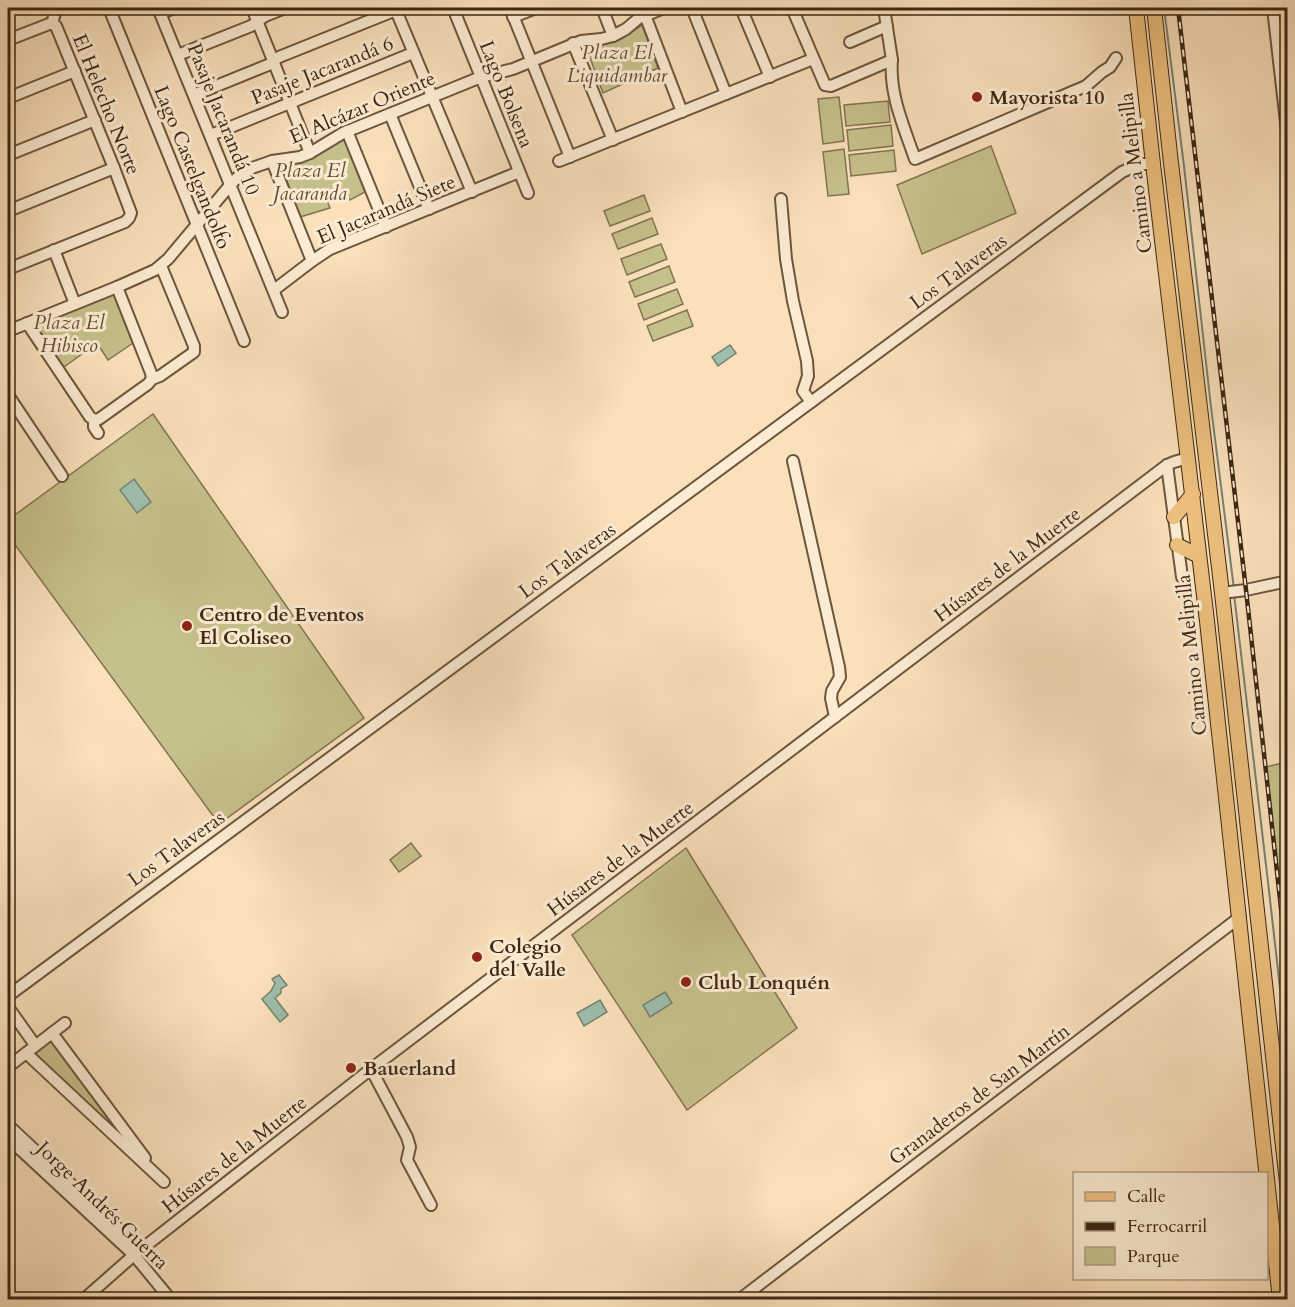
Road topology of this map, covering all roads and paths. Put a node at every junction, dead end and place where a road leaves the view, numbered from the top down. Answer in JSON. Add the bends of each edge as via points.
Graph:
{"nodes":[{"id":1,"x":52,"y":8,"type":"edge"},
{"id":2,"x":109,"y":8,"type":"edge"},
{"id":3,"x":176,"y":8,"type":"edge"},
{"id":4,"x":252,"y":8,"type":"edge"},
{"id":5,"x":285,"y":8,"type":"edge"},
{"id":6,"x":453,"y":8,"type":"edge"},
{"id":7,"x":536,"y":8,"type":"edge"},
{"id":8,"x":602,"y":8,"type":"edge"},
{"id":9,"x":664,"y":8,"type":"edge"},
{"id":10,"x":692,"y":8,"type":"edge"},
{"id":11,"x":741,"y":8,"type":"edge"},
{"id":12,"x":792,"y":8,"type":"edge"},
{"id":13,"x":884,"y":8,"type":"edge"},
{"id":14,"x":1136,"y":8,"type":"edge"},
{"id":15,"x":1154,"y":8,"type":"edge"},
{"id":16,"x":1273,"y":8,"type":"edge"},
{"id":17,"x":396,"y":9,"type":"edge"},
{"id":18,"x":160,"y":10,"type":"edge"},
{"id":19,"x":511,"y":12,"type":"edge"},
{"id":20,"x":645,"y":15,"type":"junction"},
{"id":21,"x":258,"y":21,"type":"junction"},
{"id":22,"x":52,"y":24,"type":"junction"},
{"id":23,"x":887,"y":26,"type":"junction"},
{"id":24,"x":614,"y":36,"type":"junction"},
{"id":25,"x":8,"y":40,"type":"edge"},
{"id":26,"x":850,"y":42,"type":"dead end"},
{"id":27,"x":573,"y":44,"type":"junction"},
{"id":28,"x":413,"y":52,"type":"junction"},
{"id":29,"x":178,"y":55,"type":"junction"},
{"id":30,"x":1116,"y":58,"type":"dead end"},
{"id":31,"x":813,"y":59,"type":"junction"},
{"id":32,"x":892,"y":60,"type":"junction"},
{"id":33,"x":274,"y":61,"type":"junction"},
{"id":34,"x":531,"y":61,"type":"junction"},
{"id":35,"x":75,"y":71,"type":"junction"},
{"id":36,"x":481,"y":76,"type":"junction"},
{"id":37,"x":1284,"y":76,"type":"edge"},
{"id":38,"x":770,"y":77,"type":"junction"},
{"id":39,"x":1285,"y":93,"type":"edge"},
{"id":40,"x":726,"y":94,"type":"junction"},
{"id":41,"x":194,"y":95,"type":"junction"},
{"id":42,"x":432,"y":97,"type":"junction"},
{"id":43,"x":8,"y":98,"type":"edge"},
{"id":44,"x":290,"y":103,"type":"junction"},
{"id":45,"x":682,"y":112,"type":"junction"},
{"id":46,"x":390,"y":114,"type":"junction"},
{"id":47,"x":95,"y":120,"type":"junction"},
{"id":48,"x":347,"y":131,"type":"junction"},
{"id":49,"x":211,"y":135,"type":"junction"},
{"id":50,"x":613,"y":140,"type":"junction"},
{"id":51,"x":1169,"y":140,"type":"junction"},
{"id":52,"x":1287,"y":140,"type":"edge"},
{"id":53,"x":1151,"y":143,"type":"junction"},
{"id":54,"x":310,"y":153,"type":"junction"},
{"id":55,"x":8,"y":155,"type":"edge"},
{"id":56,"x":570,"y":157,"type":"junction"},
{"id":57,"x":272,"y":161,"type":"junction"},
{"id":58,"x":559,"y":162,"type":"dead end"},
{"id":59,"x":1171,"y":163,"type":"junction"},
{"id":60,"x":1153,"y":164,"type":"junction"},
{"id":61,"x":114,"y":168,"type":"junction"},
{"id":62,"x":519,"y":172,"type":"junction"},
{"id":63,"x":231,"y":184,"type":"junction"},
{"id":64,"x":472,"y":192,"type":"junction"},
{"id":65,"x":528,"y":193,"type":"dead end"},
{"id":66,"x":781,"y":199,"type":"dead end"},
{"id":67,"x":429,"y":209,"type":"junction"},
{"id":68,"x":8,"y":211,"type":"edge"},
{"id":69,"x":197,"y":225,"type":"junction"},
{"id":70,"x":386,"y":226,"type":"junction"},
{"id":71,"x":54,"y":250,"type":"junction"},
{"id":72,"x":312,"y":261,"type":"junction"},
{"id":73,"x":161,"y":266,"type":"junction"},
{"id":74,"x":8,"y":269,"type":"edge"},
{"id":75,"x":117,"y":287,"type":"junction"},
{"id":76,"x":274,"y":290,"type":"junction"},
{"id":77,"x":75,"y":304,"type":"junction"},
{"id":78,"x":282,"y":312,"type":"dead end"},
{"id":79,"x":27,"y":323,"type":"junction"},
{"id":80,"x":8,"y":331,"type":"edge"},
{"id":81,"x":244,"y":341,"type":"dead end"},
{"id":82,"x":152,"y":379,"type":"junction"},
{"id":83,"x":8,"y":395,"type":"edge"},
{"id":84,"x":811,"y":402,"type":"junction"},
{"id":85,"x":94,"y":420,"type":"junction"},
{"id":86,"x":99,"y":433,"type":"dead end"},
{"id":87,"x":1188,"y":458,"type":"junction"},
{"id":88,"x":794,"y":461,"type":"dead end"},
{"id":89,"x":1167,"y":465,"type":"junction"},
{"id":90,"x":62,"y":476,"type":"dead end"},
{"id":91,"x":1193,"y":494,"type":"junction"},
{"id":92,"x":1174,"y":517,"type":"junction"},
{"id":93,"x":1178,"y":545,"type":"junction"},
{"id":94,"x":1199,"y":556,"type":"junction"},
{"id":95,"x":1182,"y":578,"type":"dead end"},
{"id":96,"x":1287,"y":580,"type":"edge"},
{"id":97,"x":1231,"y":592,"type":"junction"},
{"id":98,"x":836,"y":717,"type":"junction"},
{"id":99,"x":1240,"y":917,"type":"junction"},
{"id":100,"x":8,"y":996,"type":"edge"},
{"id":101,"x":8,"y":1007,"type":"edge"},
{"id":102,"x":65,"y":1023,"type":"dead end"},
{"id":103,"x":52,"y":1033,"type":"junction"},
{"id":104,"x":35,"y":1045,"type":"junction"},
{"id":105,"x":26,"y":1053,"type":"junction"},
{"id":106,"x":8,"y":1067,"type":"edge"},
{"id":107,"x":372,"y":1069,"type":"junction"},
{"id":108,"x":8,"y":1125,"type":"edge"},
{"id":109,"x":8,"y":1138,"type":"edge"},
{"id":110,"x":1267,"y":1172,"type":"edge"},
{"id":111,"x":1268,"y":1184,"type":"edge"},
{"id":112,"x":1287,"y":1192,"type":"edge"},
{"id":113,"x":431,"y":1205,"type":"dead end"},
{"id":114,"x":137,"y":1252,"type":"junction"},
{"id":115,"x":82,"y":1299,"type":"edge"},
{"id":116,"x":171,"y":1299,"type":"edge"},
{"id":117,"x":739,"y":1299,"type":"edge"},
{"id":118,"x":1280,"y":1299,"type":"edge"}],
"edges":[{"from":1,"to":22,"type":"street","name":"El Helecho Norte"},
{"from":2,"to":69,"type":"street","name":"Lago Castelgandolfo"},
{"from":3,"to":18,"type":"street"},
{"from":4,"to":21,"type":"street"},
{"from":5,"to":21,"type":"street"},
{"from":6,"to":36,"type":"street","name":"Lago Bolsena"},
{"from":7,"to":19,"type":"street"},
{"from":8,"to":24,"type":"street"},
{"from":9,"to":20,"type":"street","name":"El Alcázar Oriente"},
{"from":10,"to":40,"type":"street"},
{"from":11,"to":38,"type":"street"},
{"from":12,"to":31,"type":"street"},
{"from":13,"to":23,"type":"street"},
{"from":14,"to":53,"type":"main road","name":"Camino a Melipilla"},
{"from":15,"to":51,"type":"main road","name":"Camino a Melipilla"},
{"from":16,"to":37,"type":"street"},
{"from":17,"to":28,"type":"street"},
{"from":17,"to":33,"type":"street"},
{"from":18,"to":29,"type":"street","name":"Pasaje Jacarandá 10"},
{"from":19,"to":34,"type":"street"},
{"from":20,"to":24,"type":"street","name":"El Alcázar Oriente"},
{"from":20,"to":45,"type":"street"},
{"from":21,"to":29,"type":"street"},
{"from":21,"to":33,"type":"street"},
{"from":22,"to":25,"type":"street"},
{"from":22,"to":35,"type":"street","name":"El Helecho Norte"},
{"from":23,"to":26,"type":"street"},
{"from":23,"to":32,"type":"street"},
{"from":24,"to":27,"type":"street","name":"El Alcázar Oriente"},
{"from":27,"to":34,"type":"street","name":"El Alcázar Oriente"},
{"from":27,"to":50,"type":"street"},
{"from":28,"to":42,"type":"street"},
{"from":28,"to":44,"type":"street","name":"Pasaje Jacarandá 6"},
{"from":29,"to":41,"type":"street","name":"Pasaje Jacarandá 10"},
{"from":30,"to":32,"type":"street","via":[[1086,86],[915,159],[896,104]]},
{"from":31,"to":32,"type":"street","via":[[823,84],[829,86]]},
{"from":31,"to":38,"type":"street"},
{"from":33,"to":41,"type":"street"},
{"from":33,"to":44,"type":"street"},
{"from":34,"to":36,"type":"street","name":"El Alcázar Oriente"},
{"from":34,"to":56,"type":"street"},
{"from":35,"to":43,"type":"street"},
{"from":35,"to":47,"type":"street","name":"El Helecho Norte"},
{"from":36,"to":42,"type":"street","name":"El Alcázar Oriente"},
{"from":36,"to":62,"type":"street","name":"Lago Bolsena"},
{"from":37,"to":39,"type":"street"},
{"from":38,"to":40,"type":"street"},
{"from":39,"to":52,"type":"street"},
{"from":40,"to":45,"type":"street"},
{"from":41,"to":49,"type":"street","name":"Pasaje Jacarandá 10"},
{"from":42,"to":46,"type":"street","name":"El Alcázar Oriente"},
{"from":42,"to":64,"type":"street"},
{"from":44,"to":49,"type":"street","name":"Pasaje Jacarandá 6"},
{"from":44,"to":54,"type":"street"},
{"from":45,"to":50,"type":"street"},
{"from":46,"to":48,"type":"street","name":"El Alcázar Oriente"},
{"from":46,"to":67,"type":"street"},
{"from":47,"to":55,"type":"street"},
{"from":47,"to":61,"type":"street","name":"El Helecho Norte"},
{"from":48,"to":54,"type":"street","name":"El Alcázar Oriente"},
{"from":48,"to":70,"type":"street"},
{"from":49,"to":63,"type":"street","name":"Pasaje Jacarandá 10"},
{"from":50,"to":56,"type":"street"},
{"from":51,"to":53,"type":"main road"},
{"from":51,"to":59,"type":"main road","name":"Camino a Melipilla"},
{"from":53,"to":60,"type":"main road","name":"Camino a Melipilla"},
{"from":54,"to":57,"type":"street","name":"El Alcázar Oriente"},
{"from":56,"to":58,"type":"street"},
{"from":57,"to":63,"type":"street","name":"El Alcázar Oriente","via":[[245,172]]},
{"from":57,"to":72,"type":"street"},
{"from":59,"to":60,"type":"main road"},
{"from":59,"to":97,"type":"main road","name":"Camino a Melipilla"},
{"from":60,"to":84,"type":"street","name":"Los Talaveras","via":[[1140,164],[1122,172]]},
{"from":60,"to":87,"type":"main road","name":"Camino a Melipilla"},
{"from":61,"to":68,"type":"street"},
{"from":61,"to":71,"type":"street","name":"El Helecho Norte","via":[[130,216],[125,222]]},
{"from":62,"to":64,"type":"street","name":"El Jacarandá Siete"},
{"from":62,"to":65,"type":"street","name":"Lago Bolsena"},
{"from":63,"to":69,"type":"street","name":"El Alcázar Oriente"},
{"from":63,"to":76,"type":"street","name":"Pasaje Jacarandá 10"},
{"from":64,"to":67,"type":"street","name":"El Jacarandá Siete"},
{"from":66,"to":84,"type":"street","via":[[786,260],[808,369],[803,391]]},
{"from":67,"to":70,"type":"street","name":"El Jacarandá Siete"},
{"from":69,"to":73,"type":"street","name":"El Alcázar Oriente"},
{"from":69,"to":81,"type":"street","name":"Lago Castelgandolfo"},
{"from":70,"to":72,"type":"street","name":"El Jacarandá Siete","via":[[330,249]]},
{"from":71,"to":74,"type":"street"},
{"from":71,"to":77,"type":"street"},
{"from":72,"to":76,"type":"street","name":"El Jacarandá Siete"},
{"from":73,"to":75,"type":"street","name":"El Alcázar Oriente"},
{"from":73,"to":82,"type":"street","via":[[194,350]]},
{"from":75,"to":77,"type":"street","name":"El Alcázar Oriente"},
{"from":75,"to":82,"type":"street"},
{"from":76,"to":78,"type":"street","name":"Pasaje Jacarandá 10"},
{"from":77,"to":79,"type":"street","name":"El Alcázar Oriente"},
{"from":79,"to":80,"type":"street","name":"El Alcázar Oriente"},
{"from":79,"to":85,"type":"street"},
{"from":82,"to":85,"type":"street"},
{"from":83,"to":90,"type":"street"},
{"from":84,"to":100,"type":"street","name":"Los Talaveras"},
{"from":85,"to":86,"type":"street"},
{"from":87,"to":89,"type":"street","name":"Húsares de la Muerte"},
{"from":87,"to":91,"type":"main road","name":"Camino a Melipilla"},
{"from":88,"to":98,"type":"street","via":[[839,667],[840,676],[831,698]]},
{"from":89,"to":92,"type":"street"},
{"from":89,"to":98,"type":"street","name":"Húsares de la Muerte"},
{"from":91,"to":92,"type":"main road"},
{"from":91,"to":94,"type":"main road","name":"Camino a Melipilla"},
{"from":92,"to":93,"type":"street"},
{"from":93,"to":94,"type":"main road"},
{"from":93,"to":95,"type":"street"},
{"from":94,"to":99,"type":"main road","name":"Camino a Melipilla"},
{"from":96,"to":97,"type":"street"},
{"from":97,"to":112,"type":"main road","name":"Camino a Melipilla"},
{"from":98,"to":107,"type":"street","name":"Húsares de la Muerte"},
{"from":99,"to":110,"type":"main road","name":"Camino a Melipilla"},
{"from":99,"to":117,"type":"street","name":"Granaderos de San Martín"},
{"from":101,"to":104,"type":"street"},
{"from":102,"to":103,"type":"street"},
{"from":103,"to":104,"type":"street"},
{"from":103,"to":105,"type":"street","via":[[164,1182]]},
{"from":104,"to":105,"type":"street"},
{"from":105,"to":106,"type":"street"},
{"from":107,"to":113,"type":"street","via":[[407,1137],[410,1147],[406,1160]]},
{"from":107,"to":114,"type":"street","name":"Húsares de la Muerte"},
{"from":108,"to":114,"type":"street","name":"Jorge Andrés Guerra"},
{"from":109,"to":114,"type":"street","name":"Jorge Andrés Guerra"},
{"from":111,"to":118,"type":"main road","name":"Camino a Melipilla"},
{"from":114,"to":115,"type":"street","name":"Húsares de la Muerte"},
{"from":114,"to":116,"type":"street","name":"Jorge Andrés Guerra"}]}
--
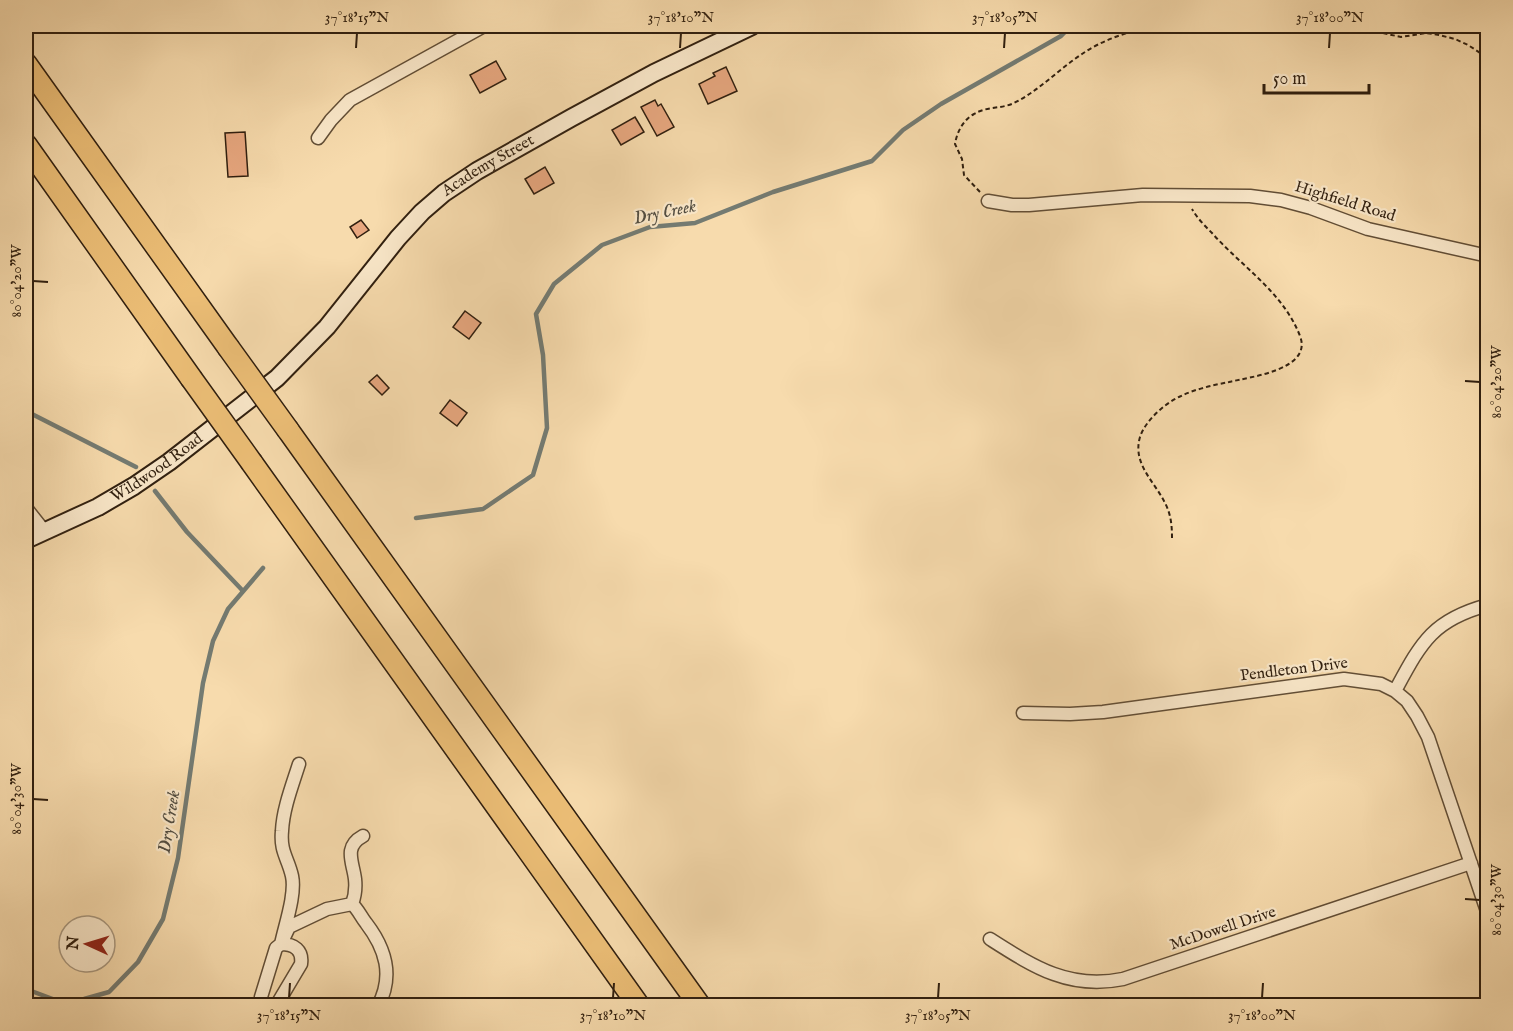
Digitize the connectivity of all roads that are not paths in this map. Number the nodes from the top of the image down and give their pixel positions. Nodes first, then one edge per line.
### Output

§ Task description
Copy from the entries only those lines that hold the word "down".

§ Answer to the problem
Road topology of this map, covering all roads and paths. Put a node at every junction, dead end and place where a road leaves the view, numbered from the top down. Answer in JSON. Add the bends of each edge as via points.
Digitize the connectivity of all roads that are not paths in this map. Number the nodes from the top of the image down and give their pixel positions. Nodes first, then one edge per line.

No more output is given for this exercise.